Across these entries, count the lines holding the string "hand"; the number is the whole answer.

***

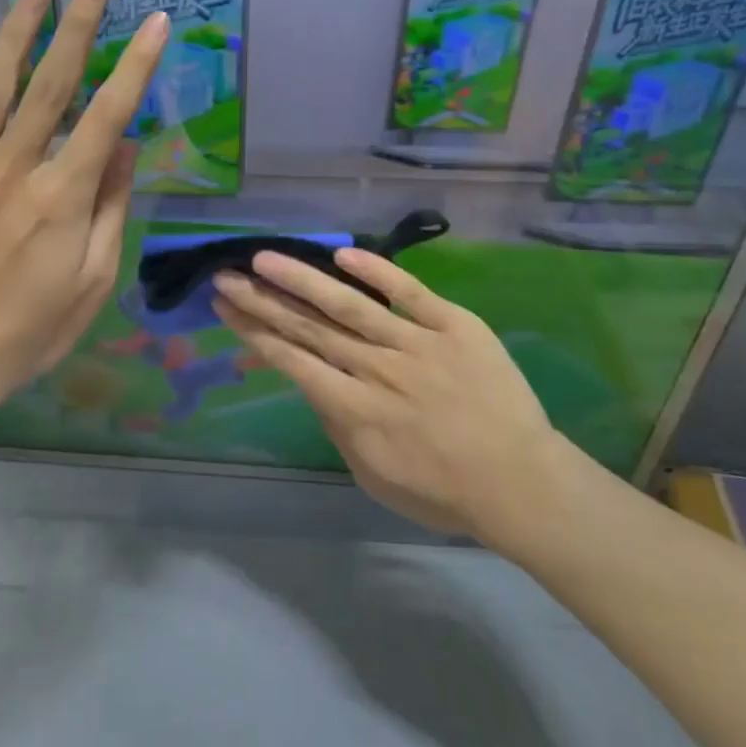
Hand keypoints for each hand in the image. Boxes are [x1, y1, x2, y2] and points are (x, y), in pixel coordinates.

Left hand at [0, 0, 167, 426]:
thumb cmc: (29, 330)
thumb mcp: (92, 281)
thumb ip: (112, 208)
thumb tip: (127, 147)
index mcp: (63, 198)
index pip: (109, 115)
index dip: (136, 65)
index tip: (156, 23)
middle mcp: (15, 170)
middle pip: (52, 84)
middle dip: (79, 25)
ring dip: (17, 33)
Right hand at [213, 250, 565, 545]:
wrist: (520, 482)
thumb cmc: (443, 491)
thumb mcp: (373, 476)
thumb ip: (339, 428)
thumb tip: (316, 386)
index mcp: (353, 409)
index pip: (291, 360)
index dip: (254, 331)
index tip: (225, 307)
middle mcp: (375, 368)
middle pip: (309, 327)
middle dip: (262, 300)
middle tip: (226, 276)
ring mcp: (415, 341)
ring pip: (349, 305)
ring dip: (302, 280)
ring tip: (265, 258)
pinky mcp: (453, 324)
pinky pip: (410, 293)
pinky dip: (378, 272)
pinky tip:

***

■ Reply to the task ■
3